Treasuries plunge below 2%; BHP succumbs to oil rout
Continued market volatility this week has seen increased demand for risk free assets, while an asset write off has sent BHP Billiton's credit risk soaring.
- 10-yr US treasury yields have fallen from 2.27% to 2% so far this year
- BHP Billiton has seen its 5-yr CDS spread soar 26% this week
- Markit iBoxx " Automobiles and Parts index sees spread widen 9bps after Renault caught up in emissions scandal
Run for safety
After seeing the worst start to a year on record for the US stock market, investors have run for cover to "safe haven" assets such as US treasuries.
Yields on 10-yr treasuries have fallen from 2.27% to 2% (intraday today) so far this year, according to Markit's bond pricing service. The near 30bps swing was similar to that seen in late summer last year, amid similar global macroeconomic concerns.
But what makes the recent movement more compelling is the disparity in monetary policy between now and then, as the Fed has already begun tightening with a 25bps interest rate hike last month. Typically seen as a move to cool an economy, this may present a conundrum if global risks intensify.
Back in September, the Fed delayed raising interest rates for exactly these reasons. Lower 10-yr treasury yields are a signal of caution in the market, or expectations that the Fed may slow down their tightening cycle (futures now suggest July for the next hike), or scrap it all together.
BHP woes
Among London-listed European and international miners, the highly leveraged Glencore and Anglo American have grabbed much of the limelight as commodity prices fell throughout 2015. This week however BHP Billiton, an Australian mining giant, which was largely unscathed for most of last year announced plans to write off $7.2bn of its US shale assets and cut its dividend for the first time since 2008.

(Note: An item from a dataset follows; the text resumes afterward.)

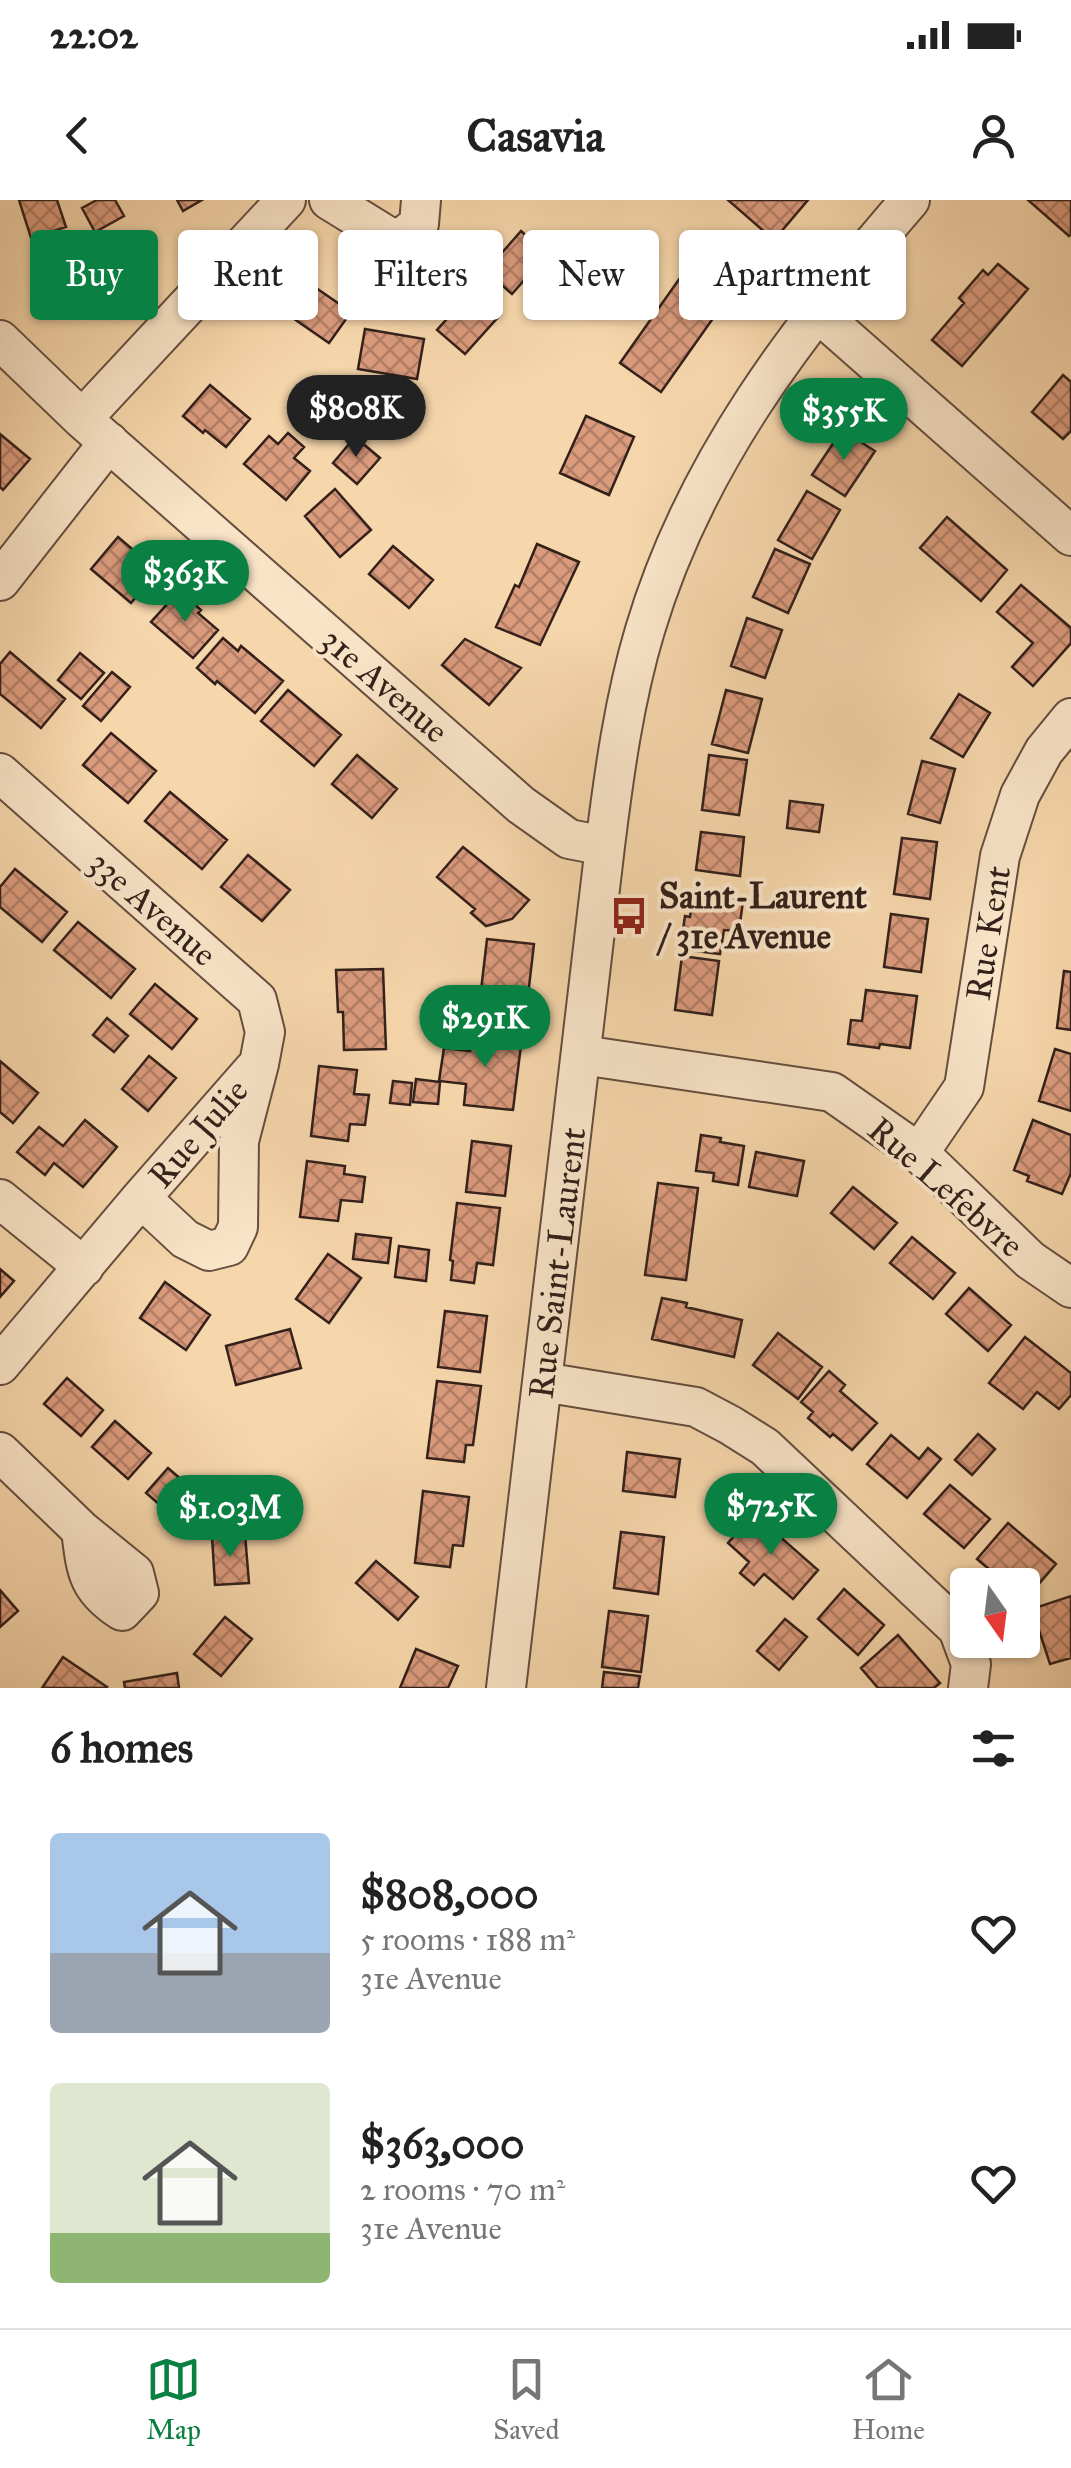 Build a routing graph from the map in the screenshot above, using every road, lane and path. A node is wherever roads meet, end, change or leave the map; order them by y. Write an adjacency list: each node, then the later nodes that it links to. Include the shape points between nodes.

According to Markit's CDS pricing service, intraday 5-yr spreads widened to 250bps as of today; 51bps or 26% wider over the week. Ironically, having been warned by rating agencies that its dividend policy posed a risk to its credit rating, the announcement has actually seen the company's credit risk worsen, as perceived by the market. In fact, CDS spreads were already implying it's current A rating was under grave threat even before the announcement.
Renault enters the fray
In an example of just how nervous investors have become in the wake of the Volkswagen emissions scandal, French car maker Renault saw its credit risk surge as news broke investigators visited three of its sites.
Renault's 5-yr CDS spread widened 40bps on the back of the news but the company soon announced that there were no irregularities found. Spreads however remain elevated, having only tightened 7bps as of today's intraday latest.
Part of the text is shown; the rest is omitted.